Repérés par le label indépendant
Mute Records,
Depeche Mode, dont le nom a été inspiré d’une revue française, fait partie de cette vague synth pop qui sévit partout en Angleterre et qui s’apprête à rencontrer le succès. Le groupe livre en 1981 son premier album, rempli à ras-bord des influences électroniques des années 70, tels
Kraftwerk et d’autres groupes allemands. A l’époque la situation au sein du groupe était bien différente de celle qu’elle sera par la suite, en effet Vince Clarke est le principal compositeur et le groupe ne fait que se plier à sa volonté. Ses origines étant plus électroniques que new wave, il en résulte un album très synthétisé, très pop, et assez éloigné de ce que l’on connaitra du groupe par la suite. Clarke s’efforce de mêler la technologie de
Kraftwerk avec la légèreté des morceaux pop des Beach Boys, pour un résultat intéressant bien que par encore à la hauteur des
Black Celebration ou
Violator.
La musique de
Speak and Spell est quoiqu’il arrive pop, les airs naïfs et joyeux, bien que peu inventifs, de titres tels
New Life,
Just Can't Get Enough,
Dreaming of Me ou What's Your Name sont très séduisants et frisent même la dance pop par leur entrain. Si le ton parfois trop léger peut agacer les oreilles du connaisseur, il n’empêche qu’il y a de la créativité et un réel potentiel. I Sometimes Wish I Was Dead fait encore plus fort dans la petite mélodie au synthé, ça en devient presque trop léger pour être de la pop mais c’est finalement ce qui donne au titre son intérêt. Lorsque Clarke durcit le ton, il en résulte une techno à l’ancienne un peu lassante mais néanmoins inventive et qui digère à peu près l’apport de
Kraftwerk, avec des Boys Say Go!, Photographic ou l’instru Big Muff qui confirment que le
Depeche Mode de 1981 est avant tout un groupe de synthé plus qu’un groupe de new wave tel qu’il le sera à peine 2 ans plus tard. Étant quasiment le seul titre composé par Martin Gore (qui deviendra le compositeur attitré après le départ de Clarke), Tora! Tora! Tora! est sans doute le titre le plus proche des albums suivants, le synthé y est bien sur très présent mais dans un registre beaucoup moins techno et écrasant que dans les autres titres.
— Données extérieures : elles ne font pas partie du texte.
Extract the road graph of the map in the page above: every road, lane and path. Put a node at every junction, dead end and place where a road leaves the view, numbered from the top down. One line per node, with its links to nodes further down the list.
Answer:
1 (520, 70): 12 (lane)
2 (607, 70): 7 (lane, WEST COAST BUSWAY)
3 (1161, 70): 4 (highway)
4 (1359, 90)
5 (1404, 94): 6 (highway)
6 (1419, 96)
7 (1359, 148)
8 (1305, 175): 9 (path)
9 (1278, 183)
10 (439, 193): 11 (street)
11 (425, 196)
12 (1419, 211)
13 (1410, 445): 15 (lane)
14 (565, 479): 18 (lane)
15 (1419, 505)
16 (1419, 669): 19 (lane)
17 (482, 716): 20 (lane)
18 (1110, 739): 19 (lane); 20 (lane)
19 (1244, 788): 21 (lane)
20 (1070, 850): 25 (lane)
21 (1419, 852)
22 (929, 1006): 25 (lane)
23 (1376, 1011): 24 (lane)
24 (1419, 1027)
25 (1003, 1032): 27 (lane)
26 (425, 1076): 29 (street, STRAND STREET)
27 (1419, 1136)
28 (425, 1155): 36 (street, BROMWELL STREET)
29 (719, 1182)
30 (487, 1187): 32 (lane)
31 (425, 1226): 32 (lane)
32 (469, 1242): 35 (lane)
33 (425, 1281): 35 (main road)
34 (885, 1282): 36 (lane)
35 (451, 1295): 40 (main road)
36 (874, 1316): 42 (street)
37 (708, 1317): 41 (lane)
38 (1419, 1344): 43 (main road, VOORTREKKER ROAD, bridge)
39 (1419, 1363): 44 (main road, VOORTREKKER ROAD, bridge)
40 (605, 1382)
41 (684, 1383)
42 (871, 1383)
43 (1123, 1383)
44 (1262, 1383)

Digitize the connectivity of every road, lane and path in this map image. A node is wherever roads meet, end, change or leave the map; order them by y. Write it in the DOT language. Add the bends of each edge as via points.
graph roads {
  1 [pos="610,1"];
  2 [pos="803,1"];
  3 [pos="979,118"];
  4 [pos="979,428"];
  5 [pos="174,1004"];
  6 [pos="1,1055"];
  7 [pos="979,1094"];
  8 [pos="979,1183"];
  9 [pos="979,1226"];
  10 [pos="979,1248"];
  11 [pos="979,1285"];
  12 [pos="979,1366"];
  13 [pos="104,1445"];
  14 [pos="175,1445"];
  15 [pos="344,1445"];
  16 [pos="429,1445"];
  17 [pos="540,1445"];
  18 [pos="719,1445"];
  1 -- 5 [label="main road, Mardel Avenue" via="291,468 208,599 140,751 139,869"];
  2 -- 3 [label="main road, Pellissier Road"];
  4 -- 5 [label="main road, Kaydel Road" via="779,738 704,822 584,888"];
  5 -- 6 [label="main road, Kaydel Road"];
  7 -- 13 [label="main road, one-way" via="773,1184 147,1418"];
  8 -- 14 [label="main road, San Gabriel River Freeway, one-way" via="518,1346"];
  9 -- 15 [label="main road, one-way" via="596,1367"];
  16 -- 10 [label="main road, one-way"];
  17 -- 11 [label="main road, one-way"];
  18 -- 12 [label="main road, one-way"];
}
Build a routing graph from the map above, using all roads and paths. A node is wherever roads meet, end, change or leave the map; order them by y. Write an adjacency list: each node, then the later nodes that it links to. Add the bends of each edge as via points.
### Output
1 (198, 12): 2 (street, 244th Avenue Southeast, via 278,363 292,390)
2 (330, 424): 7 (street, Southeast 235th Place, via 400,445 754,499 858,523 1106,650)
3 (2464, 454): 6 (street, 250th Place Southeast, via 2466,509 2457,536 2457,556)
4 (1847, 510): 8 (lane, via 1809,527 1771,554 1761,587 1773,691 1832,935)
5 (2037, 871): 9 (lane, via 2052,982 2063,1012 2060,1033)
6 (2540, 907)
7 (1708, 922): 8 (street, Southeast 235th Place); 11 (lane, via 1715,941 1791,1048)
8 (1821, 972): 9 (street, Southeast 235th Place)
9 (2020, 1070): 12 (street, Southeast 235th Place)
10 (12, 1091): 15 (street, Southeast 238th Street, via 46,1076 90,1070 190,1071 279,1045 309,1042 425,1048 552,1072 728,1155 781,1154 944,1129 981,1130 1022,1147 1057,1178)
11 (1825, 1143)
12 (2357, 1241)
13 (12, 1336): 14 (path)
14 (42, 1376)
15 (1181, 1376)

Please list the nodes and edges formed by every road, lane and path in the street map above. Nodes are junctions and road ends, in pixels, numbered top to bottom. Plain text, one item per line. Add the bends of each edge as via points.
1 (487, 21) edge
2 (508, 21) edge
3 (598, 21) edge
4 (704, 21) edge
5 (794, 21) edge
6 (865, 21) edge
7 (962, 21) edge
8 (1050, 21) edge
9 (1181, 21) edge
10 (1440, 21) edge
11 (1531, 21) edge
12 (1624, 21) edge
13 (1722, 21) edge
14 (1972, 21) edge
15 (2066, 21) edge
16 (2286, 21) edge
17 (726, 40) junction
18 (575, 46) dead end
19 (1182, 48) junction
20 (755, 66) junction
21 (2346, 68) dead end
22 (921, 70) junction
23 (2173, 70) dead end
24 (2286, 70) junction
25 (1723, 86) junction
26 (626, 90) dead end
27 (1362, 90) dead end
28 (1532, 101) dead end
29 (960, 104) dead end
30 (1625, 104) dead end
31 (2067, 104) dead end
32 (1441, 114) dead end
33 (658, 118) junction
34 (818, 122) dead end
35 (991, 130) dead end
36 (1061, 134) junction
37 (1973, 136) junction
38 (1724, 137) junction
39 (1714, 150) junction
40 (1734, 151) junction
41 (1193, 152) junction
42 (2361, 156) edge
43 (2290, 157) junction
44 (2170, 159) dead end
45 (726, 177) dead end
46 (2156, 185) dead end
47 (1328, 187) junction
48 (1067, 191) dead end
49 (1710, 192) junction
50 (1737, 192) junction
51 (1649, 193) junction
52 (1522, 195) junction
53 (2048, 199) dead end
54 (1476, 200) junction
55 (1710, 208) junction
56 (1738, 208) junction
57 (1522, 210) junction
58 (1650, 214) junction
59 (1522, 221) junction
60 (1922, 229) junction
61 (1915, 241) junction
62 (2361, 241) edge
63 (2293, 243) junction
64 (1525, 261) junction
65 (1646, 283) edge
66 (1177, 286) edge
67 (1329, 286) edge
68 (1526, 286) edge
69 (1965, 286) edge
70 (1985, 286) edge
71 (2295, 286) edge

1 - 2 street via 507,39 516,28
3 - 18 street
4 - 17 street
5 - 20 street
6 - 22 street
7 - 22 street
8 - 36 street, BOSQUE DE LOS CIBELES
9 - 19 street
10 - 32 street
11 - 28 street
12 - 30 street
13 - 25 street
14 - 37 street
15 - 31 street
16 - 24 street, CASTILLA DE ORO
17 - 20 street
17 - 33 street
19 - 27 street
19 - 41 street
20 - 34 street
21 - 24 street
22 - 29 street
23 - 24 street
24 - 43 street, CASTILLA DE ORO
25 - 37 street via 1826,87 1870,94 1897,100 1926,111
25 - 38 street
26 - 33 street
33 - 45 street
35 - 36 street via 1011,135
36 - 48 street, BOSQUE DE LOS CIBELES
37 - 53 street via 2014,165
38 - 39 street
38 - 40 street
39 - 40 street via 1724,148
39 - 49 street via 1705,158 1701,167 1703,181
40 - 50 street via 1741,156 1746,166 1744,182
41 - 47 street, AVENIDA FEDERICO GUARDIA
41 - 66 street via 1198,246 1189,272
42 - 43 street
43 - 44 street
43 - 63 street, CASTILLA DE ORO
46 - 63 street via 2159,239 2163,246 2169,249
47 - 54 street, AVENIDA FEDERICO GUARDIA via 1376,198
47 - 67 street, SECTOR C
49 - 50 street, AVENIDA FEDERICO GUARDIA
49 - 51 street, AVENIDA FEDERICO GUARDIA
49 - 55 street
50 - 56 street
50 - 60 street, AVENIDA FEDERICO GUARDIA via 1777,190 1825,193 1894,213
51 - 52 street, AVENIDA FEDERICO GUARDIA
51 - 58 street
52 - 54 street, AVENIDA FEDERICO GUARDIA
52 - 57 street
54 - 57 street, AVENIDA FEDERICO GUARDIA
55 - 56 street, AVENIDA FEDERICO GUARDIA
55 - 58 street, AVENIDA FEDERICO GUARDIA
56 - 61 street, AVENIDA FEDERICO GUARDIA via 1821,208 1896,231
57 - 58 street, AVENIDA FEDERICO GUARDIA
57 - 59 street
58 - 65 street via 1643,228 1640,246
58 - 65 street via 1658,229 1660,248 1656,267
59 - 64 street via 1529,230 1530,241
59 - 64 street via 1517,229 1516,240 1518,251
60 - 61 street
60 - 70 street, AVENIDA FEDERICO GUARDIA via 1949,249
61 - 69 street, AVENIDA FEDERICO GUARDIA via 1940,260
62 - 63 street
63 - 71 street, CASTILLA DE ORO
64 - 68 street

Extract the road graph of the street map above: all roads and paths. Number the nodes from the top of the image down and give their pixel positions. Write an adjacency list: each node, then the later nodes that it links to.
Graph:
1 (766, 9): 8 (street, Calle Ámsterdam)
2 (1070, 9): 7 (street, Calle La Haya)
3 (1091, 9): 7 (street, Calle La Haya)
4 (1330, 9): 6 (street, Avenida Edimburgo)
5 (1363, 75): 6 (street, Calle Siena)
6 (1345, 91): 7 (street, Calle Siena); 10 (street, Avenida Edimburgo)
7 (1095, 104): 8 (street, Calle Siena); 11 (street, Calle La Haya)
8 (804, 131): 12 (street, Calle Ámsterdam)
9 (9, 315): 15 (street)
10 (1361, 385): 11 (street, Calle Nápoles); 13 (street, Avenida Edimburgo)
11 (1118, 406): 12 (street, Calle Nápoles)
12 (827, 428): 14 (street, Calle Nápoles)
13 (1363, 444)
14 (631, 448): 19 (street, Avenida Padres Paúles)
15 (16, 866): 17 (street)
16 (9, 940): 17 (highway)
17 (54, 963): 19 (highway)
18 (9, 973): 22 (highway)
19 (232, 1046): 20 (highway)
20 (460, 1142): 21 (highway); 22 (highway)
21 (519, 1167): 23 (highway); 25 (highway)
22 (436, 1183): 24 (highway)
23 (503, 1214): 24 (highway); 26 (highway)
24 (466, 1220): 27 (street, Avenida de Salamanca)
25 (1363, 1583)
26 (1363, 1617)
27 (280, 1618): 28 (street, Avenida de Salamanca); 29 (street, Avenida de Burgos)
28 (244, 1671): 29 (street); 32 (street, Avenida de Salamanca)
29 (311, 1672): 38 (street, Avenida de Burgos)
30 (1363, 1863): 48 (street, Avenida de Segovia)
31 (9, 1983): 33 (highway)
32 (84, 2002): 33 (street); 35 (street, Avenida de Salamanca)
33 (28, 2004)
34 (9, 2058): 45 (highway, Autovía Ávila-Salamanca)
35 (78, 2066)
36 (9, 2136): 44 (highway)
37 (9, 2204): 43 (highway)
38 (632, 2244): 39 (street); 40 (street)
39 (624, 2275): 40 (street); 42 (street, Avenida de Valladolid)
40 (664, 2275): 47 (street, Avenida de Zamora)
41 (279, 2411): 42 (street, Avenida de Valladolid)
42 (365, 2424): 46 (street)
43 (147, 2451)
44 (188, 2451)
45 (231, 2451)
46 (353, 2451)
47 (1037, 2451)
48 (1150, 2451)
Speak and Spell est finalement intéressant dans l’ensemble, sortant sans aucun doute du lot parmi les innombrables groupes électroniques de la fin 70-début 80, la plupart ne valant pas la peine d’être écoutés. Les rythmiques sont typiques de la techno de l’époque, graves et répétitives, et la tonalité est très pop, la place laissée aux expériences est encore assez limitée et on peut dire que ce premier effort du groupe, ou du moins de Vince Clarke, est un bon début bien qu’il soit le seul album dans ce style et qu’il finisse par lasser par la facilité des synthés et la difficulté à varier les rythmiques. Après cet album qui connaitra un grand succès, Clark quittera ses partenaires pour former
Yazoo puis
Erasure, en continuant d’explorer les styles electro-pop et techno, tandis que les 3 membres restants de
Depeche Mode pourront enfin se libérer et exprimer leurs attirances plus new wave en diminuant progressivement l’apport des synthés et en développant des mélodies plus recherchées, faisant de ce
Speak and Spell un OVNI dans la future discographie du groupe, un OVNI qui ne vaut pas ses successeurs mais qui malgré tout contient des titres prometteurs et qui vaut la peine d’être écouté.